# Cannelle Nylflex (Stahlvorfach)



## Anglersuchti (25. Oktober 2010)

Cannelle Nylflex ist ein Stahlvorfach, bei dem in einem grünen Schlauch 7 Stahlseelen miteinander verarbeitet wurden.
Ich möchte mir dieses Stahlvorfach kaufen, denn die grüne Ummantelung ist eine sehr gut getarnt in grünem Wasser. Doch habe ich schon einige Stahlvorfächer gehabt die nach kurzer Zeit sich verkringelt haben oder sehr schnell Knicke hatten. Falls jemand von euch dieses Stahlvorfach besitzt würde ich mich über Informationen freuen.
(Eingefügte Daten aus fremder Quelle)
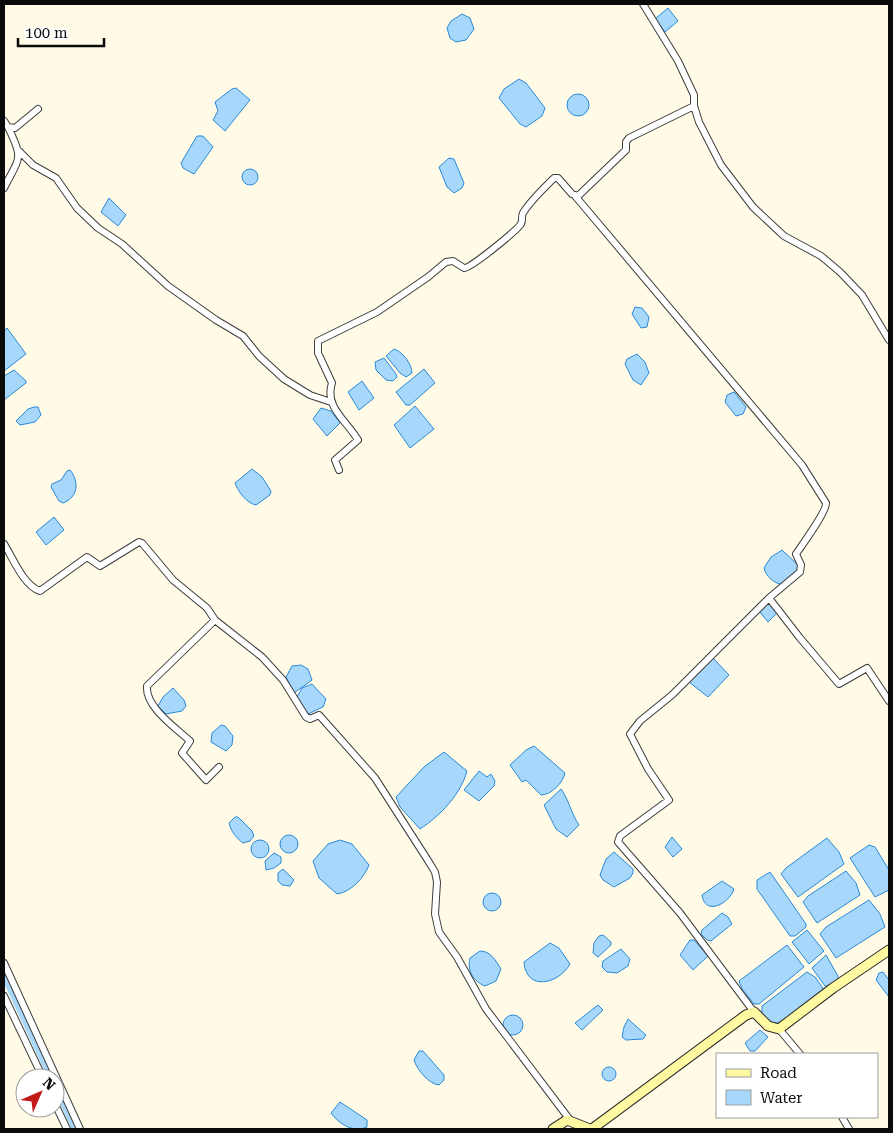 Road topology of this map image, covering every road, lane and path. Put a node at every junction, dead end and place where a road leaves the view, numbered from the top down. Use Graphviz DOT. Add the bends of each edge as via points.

Danke im Voraus, euer Anglersuchti


----------



## Taxidermist (25. Oktober 2010)

*AW: Cannelle Nylflex (Stahlvorfach)*

Das ist Mist!
Der Nachteil dieser mit Nylon überzogenen Vorfächern ist, neben der Dicke 
und Steifheit,dass es wenn du diese mehrmals verwendest, unter dem Kunstoff rosten kann, ohne das du es merkst.
Und dann, beim nächsten vernünftigen Fisch genau da abreißen können!

Taxidermist


----------



## Professor Tinca (25. Oktober 2010)

*AW: Cannelle Nylflex (Stahlvorfach)*

Von Canelle kann ich dir das Supratress und das Megaflex Material empfehlen. #6
Habe ich beide in Gebrauch. 
Das Supratress ist weicher als das Megaflex und man könnte es sicher knoten(ich quetsche immer).:m


----------



## Anglersuchti (25. Oktober 2010)

*AW: Cannelle Nylflex (Stahlvorfach)*

Danke für die Antworten. Ich habe momentan Flexonit. Top Material! Aber die scheuen Hechte beisen nicht wegen der braunen Farbe, das ist nicht Einbildung! Ist das "Drennan Green" besser? Ich dachte Stahl rostet nicht, oder? Die einzige Alternative ist Hard Mono. Da scheinen aber auch viele nicht zufrieden zu sein  . Habt ihr eine Idee was ich nehmen könnte? Ich freu mich schon auf eure Antworten, bye


----------



## Keine_Ahnung (25. Oktober 2010)

*AW: Cannelle Nylflex (Stahlvorfach)*

Flexonit oder Titan. Durch die Beschichtung des von dir genannten Materials ist dieses wesentlich dicker und somit wiederum sichtiger. Wäre natürlich auch interessant wie du fischen willst. Spinnen oder ansitzen?


----------



## Anglersuchti (26. Oktober 2010)

*AW: Cannelle Nylflex (Stahlvorfach)*

Beides, aber wie schon gesagt bräuchte ich ein Vorfach das im grünem Wasser getarnt ist und das nicht braun ist. Hättet ihr da eine Idee?


----------



## Taxidermist (26. Oktober 2010)

*AW: Cannelle Nylflex (Stahlvorfach)*

Mach dir da mal keinen Kopp,Hechte sind allgemein nicht "Vorfachscheu",
so könntest du auch mir dem Nylonmaterial fischen.
Es nimmt nur dem Köderfisch zu viel Aktion, neben dem anderen Nachteil des unbemerkten Rosten, b.z.w. den unsichtbaren eventuellen Beschädigungen.
So fische ich zum Beispiel beim schweren Spinnfischen,inzwischen fast nur
noch mit Spinnstange aus Edelstahl und selbst dieses stark reflektierende
Zeugs hindert Hechte jeder Größe nicht daran zu beißen!
Im übrigen kenne ich kein Gewässer,welches zu dieser Jahreszeit noch grün ist, dies wird auch frühestens im nächsten Mai wieder bei deinem Gewässer der Fall sein!

Taxidermist


----------